* **What is required**:
Where a line in the listing contains the string "Merritt", copy that line out.

======== Given entries ========

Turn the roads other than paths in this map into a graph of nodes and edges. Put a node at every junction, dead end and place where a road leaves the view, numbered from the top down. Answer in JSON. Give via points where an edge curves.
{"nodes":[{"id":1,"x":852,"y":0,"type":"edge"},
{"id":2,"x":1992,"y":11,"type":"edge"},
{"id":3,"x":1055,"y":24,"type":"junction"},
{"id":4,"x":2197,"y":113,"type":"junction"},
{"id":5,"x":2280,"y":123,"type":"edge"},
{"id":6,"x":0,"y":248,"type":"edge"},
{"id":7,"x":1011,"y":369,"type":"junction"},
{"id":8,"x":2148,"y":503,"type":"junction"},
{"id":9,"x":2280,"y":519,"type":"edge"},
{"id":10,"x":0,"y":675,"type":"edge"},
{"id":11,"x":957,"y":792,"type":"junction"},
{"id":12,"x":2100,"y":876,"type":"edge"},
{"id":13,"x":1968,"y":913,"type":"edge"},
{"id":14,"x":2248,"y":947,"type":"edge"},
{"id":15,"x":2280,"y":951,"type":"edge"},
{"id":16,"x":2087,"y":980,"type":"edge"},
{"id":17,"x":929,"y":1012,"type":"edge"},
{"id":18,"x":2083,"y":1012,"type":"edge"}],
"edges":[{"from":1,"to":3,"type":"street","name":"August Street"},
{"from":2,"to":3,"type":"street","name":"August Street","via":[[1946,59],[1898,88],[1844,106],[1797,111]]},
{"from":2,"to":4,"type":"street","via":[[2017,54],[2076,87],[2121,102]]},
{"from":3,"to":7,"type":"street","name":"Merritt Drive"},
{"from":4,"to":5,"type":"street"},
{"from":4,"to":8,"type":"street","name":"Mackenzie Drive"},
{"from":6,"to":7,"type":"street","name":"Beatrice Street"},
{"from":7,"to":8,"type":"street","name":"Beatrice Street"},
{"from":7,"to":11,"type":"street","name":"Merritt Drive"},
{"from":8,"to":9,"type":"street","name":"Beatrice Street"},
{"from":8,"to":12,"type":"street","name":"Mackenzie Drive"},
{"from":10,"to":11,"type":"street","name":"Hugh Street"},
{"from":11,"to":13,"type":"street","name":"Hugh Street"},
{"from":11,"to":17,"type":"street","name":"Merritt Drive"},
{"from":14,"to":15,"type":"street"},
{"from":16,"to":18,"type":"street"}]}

========

* **Output**:
{"from":3,"to":7,"type":"street","name":"Merritt Drive"},
{"from":7,"to":11,"type":"street","name":"Merritt Drive"},
{"from":11,"to":17,"type":"street","name":"Merritt Drive"},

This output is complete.